Beyond that, having fully-specified algorithm IDs (i.e. with all the
parameters included in the algorithm ID) also simplifies the
implementation, and since there's not really a risk of running out of
available IDs, I would prefer to keep the current separation.


That being said, I personally also (like Simon) think the current draft
specifies a few too many combinations, and I would support splitting
some of them (e.g. the combinations with NIST and Brainpool curves) off
into separate documents. So I would tend to keep:

- ML-DSA-65 + Ed25519: MUST
- ML-DSA-87 + Ed448: SHOULD
- SLH-DSA-SHA2 or -SHAKE (no strong preference, but I'd keep at most
  one of them): MAY

And even for SLH-DSA, I would tend to pick one or two of the parameter
sets and specify them in the algorithm ID, rather than having 2 * 6
parameter sets. Also because if we have ML-DSA-65 and -87 as an option
as well, perhaps we don't need the full range of security & performance
possibilities / trade-offs of SLH-DSA?


On Friday, February 23rd, 2024 at 12:26, Simon Josefsson wrote:
> 2) Mandate two different PQ algorithms to get PQ-interop which reduce
>    the risks that the protocol is designed around one particular PQ
>    algorithms that does not generalize to others.
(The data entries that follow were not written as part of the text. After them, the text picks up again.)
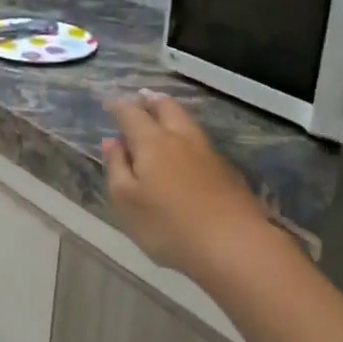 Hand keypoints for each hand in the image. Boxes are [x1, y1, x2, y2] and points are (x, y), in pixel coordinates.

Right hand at [103, 90, 276, 278]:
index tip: (109, 102)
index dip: (118, 106)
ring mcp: (208, 152)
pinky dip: (186, 134)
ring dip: (171, 113)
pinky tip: (186, 147)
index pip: (131, 114)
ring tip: (162, 114)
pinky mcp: (226, 170)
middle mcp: (181, 138)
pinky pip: (200, 141)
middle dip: (151, 100)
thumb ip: (116, 167)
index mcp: (152, 142)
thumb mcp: (127, 201)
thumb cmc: (169, 225)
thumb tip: (112, 141)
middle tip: (141, 97)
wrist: (234, 244)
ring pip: (187, 121)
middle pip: (166, 107) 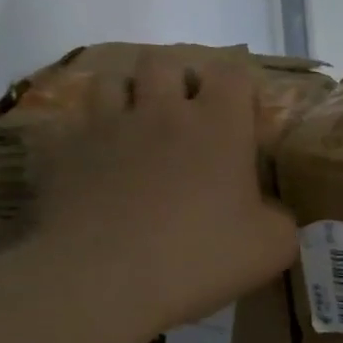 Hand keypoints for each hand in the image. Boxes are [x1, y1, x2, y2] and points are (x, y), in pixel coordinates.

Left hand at [29, 52, 296, 331]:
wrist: (104, 280)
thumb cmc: (201, 256)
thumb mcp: (273, 247)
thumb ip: (280, 219)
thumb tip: (270, 213)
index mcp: (219, 126)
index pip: (233, 73)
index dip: (239, 85)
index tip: (243, 112)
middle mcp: (162, 112)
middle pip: (165, 62)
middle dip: (178, 78)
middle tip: (188, 114)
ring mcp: (106, 128)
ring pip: (111, 81)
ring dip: (128, 96)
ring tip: (138, 128)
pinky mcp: (61, 153)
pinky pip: (71, 127)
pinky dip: (86, 138)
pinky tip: (95, 166) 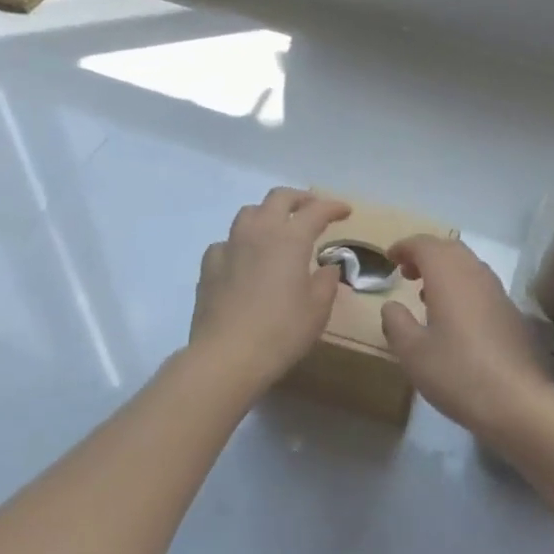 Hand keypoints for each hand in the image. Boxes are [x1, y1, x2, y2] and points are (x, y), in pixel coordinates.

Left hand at [187, 188, 350, 395]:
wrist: (226, 356)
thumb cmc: (281, 331)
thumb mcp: (317, 310)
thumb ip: (326, 282)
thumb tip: (328, 267)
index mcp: (290, 239)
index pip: (315, 211)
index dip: (333, 207)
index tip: (345, 211)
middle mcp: (258, 232)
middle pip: (278, 198)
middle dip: (299, 199)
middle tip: (312, 209)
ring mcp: (229, 246)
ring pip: (248, 213)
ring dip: (267, 214)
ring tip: (277, 229)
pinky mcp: (209, 266)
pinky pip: (226, 242)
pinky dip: (240, 244)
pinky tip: (244, 260)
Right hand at [379, 235, 552, 439]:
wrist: (518, 402)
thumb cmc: (457, 373)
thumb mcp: (412, 353)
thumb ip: (396, 322)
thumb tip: (391, 305)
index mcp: (449, 276)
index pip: (425, 244)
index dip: (405, 247)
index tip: (389, 258)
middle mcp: (476, 274)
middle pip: (449, 248)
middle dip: (425, 254)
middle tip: (405, 272)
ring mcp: (498, 292)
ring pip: (468, 265)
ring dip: (445, 270)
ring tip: (425, 294)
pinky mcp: (512, 313)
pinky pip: (481, 285)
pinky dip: (462, 287)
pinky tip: (454, 318)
It seems like SLH-DSA isn't really feasible to use for all applications
(in particular email), and so I wouldn't like to mandate it. Also -
since the protocol already exists, if there's something that needs to
change to adapt to SLH-DSA, we'll have to do that separately anyway,
and writing a MUST here won't really be enough by itself to make that
happen, I think.

> 4) Don't reduce security along the way.  This argues for strong
>    conservatively designed combiners of PQ and non-PQ algorithms, and
>    always avoid using PQ-algorithms in non-hybrid modes.

I agree in general, but AFAIU, SLH-DSA is battle-tested enough by now
that it can be used by itself, without a fallback on EdDSA or ECDSA.
That being said, it probably doesn't add much to the size or time
required percentage-wise, so I wouldn't strongly object either.